No news is… not always good news

It’s been a couple of weeks since my last entry, and I confess that I was waiting to write something when I had something encouraging to report about Big Mike. Alas, that is not the case.

Yes, he’s doing better than he was. But last week, when Dr. Sue checked his wounds, she discovered that the skin grafts had not “taken” after all. I don’t know who was more disappointed – me or her. Her frustration was evidenced by her comment, “maybe we should have just amputated back in June.” That really stunned and upset me. Why even mull that path not taken? His leg is much better now than it was, and he does continue to heal. Why the glacial pace is unclear. Is it because he’s FIV-positive? Hard to believe he has a compromised immune system – his coat is now lush and silky-soft, his eyes are bright, and he’s even playful.

But with her words, I realized that my dream of finding him a home for Christmas was not going to come true, and it was a bitter pill. It also means additional twice-weekly bandage changes, which means more money for me and more stress for him. Although he is really handling those like a champ. Curls up and goes almost into a trance. Here he is, just last night. I dread these appointments – it upsets me so much to see him being held down and worked on. But I have to always remember how oddly forgiving he is – how quick to bounce back – almost as if he understands why this is happening.

photo   photo 2

So it will be a while longer. And while I adore having this magic kitty* in my house, there are others out there waiting for a chance to come in for a landing. (*I was ready to throw my computer out the window the other morning when I couldn’t get my email for two hours. I went upstairs for a dose of Mike – always like taking a happy pill – and asked him to please fix my email. I went back downstairs and it was functioning perfectly.) Anyway, a black kitten has shown up at the Stone Pine parking lot, looking to be around 4-5 months old, and with a skin condition that makes its fur sparse – not good with temperatures starting to plunge at night. I set a trap for Ebony (my name for it) the last few days… and of course Ebony has disappeared. God, this work is so frustrating at times – and heartrending.
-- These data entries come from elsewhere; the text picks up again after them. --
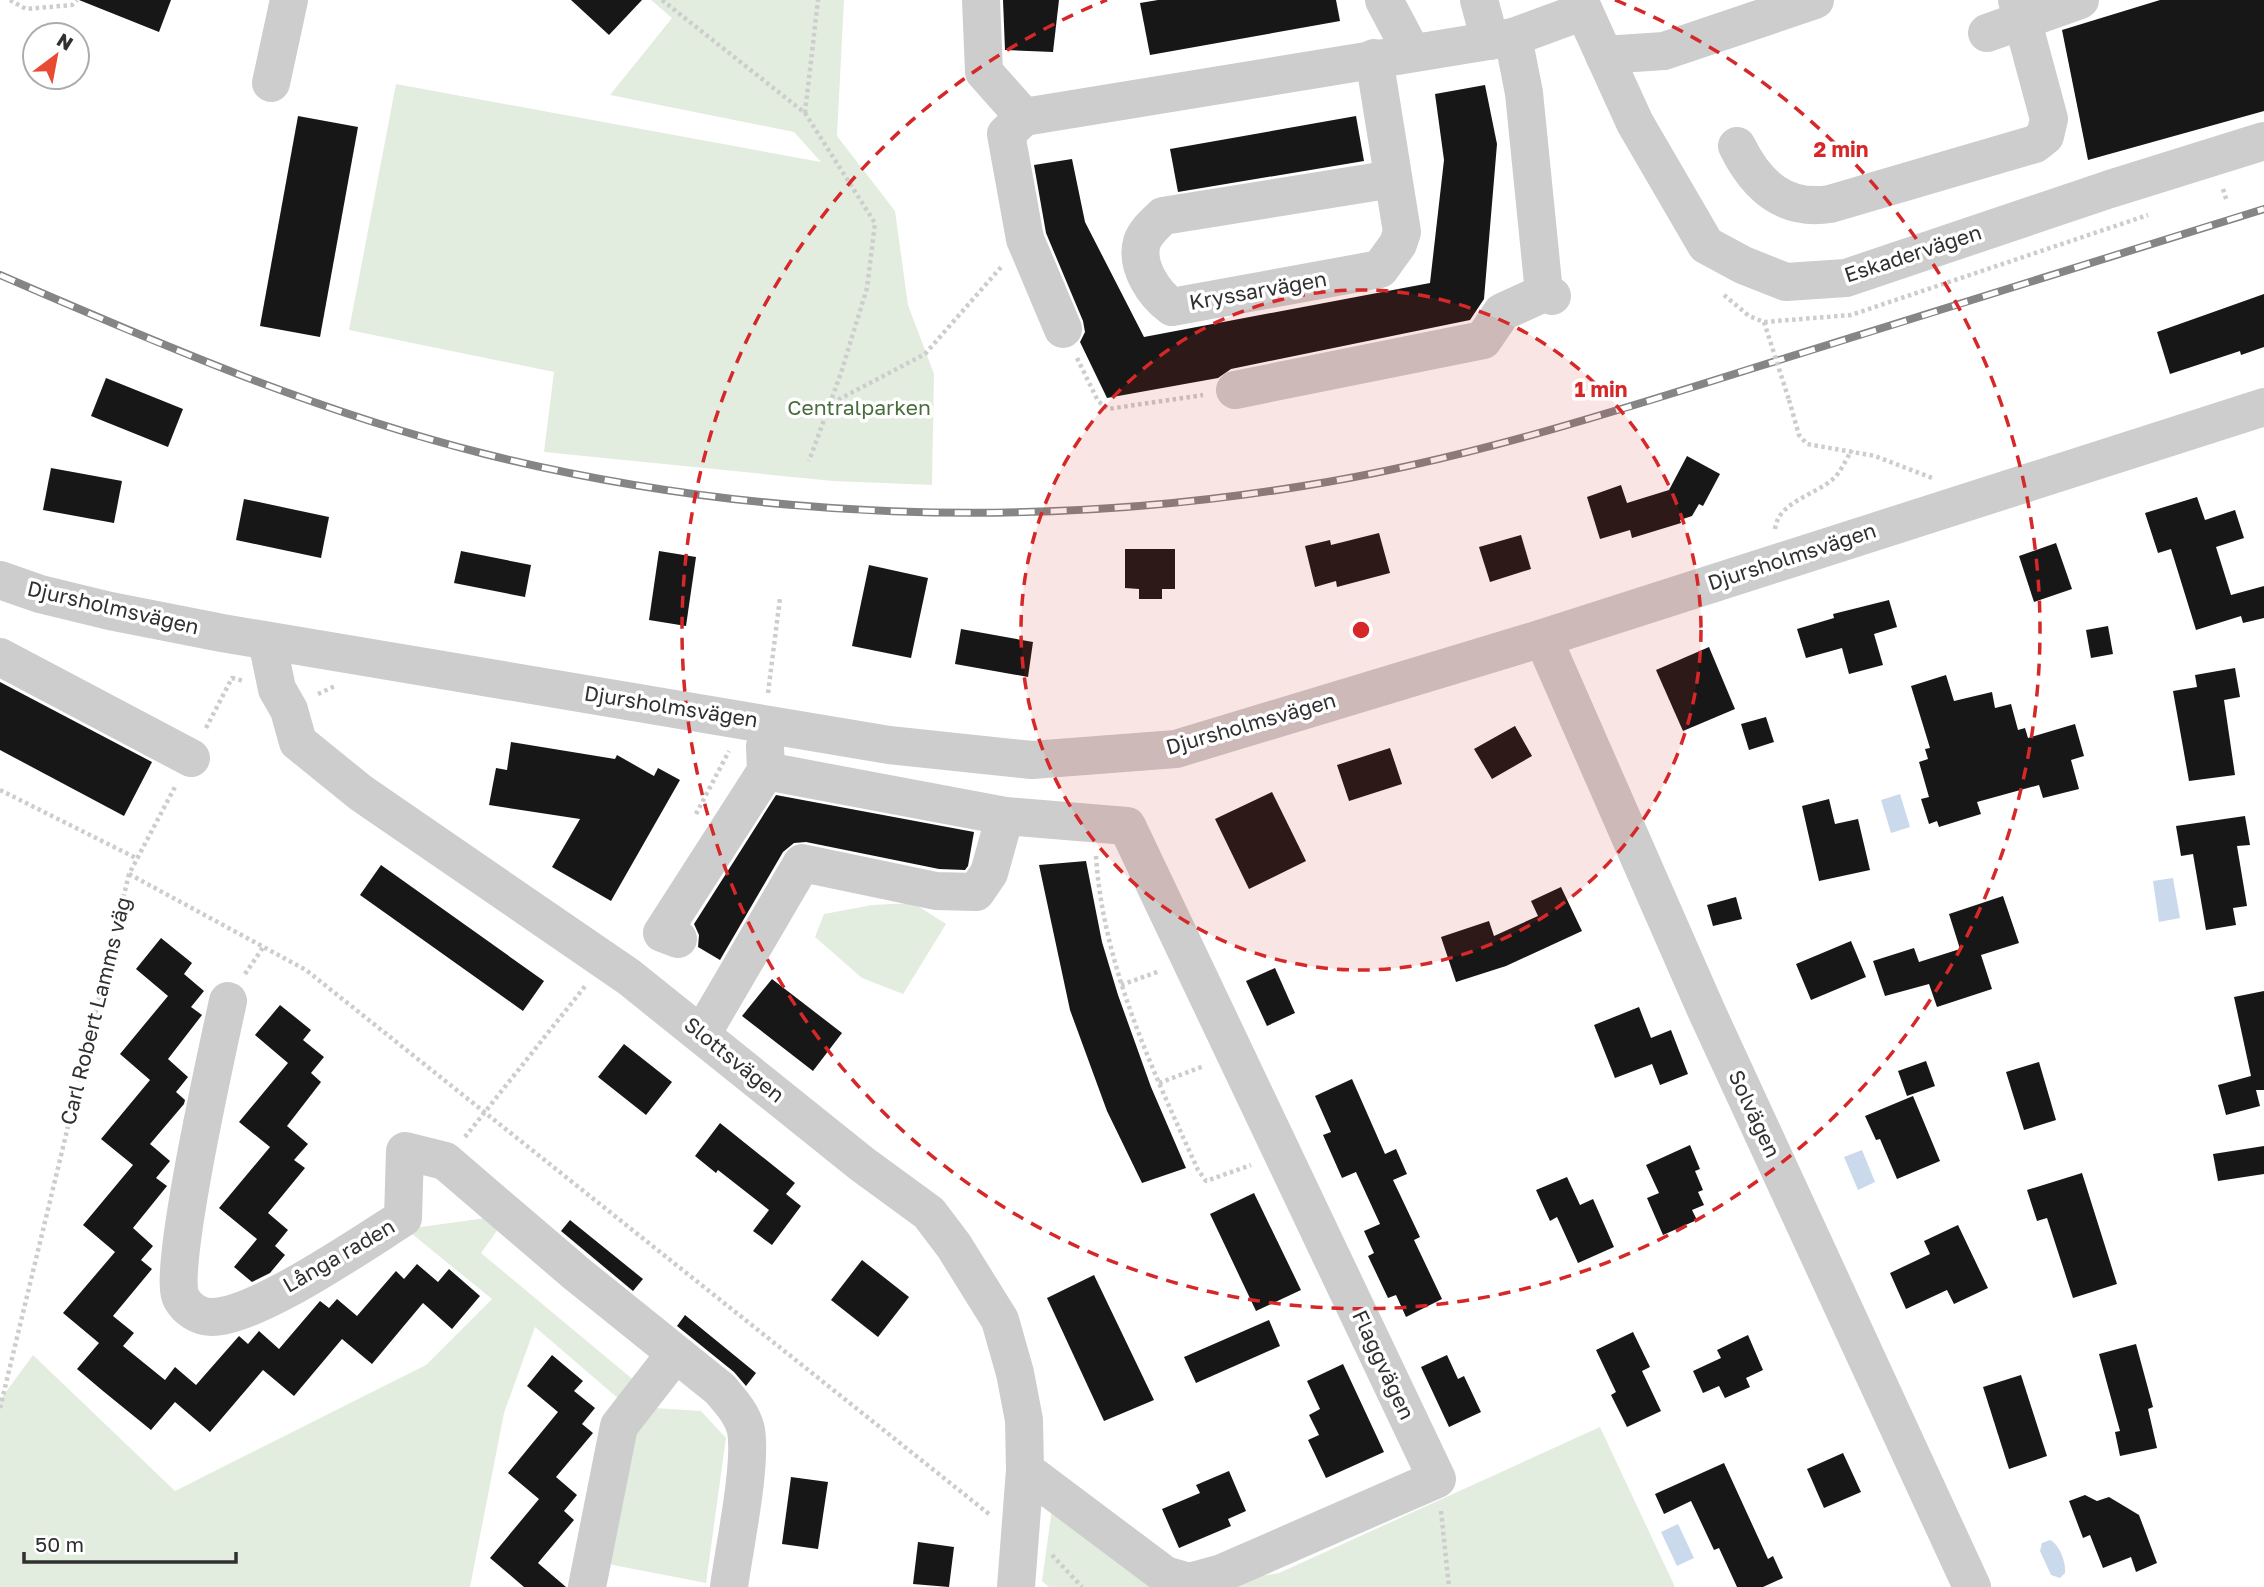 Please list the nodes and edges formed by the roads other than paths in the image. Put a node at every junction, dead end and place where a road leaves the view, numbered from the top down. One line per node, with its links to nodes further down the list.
1 (289, 0): 14 (street)
2 (981, 0): 15 (street)
3 (1384, 0): 11 (street)
4 (1479, 0): 10 (street)
5 (1815, 0): 12 (street)
6 (2080, 0): 8 (street)
7 (1581, 6): 10 (street); 12 (street, Eskadervägen)
8 (2019, 10): 9 (street); 17 (street)
9 (1987, 33)
10 (1502, 39): 11 (street); 20 (street)
11 (1412, 53): 13 (street)
12 (1604, 55): 16 (street, Eskadervägen)
13 (1374, 58): 15 (street); 18 (street, Kryssarvägen)
14 (271, 83)
15 (1024, 117): 19 (street)
16 (2264, 141)
17 (1737, 146)
18 (1393, 179): 18 (street, Kryssarvägen)
19 (1063, 329)
20 (1235, 390)
21 (2264, 407): 23 (street, Djursholmsvägen)
22 (0, 580): 24 (street, Djursholmsvägen)
23 (1543, 638): 26 (street, Djursholmsvägen); 37 (street, Solvägen)
24 (267, 640): 26 (street, Djursholmsvägen); 31 (street, Slottsvägen)
25 (0, 657): 27 (street)
26 (765, 746): 28 (street); 29 (street)
27 (191, 758)
28 (1005, 816): 31 (street); 33 (street, Flaggvägen)
29 (678, 939)
30 (228, 1001): 32 (street, Långa raden)
31 (702, 1034): 33 (street, Slottsvägen)
32 (675, 1354): 34 (street); 35 (street, Långa raden)
33 (1025, 1470): 36 (street, Slottsvägen)
34 (587, 1587)
35 (729, 1587)
36 (1016, 1587)
37 (1972, 1587) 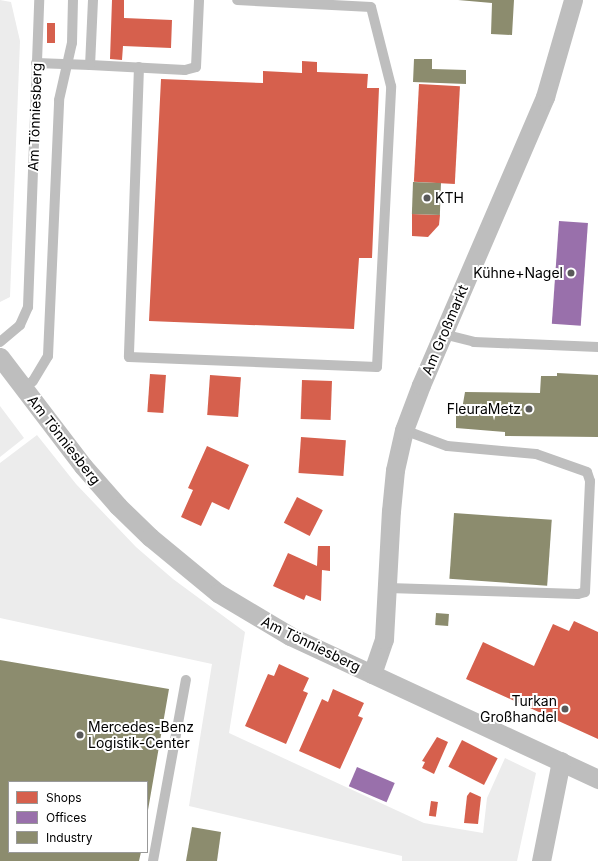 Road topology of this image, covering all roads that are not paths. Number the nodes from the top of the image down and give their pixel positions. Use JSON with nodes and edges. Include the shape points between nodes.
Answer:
{"nodes":[{"id":1,"x":39,"y":0,"type":"edge"},
{"id":2,"x":73,"y":0,"type":"edge"},
{"id":3,"x":93,"y":0,"type":"edge"},
{"id":4,"x":199,"y":0,"type":"edge"},
{"id":5,"x":237,"y":0,"type":"edge"},
{"id":6,"x":573,"y":0,"type":"edge"},
{"id":7,"x":36,"y":62,"type":"junction"},
{"id":8,"x":67,"y":64,"type":"junction"},
{"id":9,"x":90,"y":65,"type":"junction"},
{"id":10,"x":139,"y":67,"type":"junction"},
{"id":11,"x":443,"y":334,"type":"junction"},
{"id":12,"x":0,"y":342,"type":"edge"},
{"id":13,"x":598,"y":347,"type":"edge"},
{"id":14,"x":0,"y":357,"type":"edge"},
{"id":15,"x":24,"y":388,"type":"junction"},
{"id":16,"x":404,"y":430,"type":"junction"},
{"id":17,"x":388,"y":588,"type":"junction"},
{"id":18,"x":372,"y":674,"type":"junction"},
{"id":19,"x":186,"y":680,"type":"dead end"},
{"id":20,"x":561,"y":761,"type":"junction"},
{"id":21,"x":598,"y":779,"type":"edge"},
{"id":22,"x":154,"y":861,"type":"edge"},
{"id":23,"x":541,"y":861,"type":"edge"}],
"edges":[{"from":1,"to":7,"type":"lane","name":"Am Tönniesberg"},
{"from":2,"to":8,"type":"lane","name":"Am Tönniesberg","via":[[72,43]]},
{"from":3,"to":9,"type":"lane"},
{"from":4,"to":10,"type":"lane","via":[[196,67],[185,70]]},
{"from":5,"to":10,"type":"lane","via":[[371,7],[391,86],[377,367],[129,357]]},
{"from":6,"to":11,"type":"street","name":"Am Großmarkt","via":[[545,97]]},
{"from":7,"to":8,"type":"lane"},
{"from":7,"to":12,"type":"lane","name":"Am Tönniesberg","via":[[28,307],[20,325]]},
{"from":8,"to":9,"type":"lane"},
{"from":8,"to":15,"type":"lane","name":"Am Tönniesberg","via":[[59,100],[48,356],[33,381]]},
{"from":9,"to":10,"type":"lane"},
{"from":11,"to":13,"type":"lane","via":[[474,342]]},
{"from":11,"to":16,"type":"street","name":"Am Großmarkt"},
{"from":14,"to":15,"type":"street","name":"Am Tönniesberg"},
{"from":15,"to":18,"type":"street","name":"Am Tönniesberg","via":[[83,466],[118,506],[156,542],[218,593],[290,636]]},
{"from":16,"to":17,"type":"street","name":"Am Großmarkt","via":[[395,470]]},
{"from":16,"to":17,"type":"lane","via":[[448,446],[536,454],[587,472],[590,481],[585,592],[578,594]]},
{"from":17,"to":18,"type":"street","name":"Am Großmarkt","via":[[384,639]]},
{"from":18,"to":20,"type":"street","name":"Am Tönniesberg"},
{"from":19,"to":22,"type":"lane"},
{"from":20,"to":21,"type":"street","name":"Am Tönniesberg"},
{"from":20,"to":23,"type":"street"}]}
And then, there is Diego, a kitty I trapped and neutered almost two years ago with his sister Frida, and returned to the ravine when he proved too unhappy with my human company. But in the last year, he has shown me undeniable behaviors that he now wants my affections – shyly arching his back and rubbing against branches, fences etc. in an awkward attempt to get closer. He is so anxious for contact that even as hungry as he is every morning (I only feed him once a day) he won’t touch the food until we have our tentative petting session. Here he is in the spring, before he started allowing me to stroke his back.

diego spring ’14

Anyway, I would love to get him where I could socialize him more and find him a home, but the inn is FULL. In fact, I’m not sure what I’ll do with Ebony when I catch the little darling. But I can’t worry about that. I see a need and can’t bear to see critters suffer. I’ll figure it out as I go along. Much as I’ve done for Big Mike. All I can do is bear up under my disappointment and anxiety and trust in the universe to help him heal. St. Francis, any help would be appreciated.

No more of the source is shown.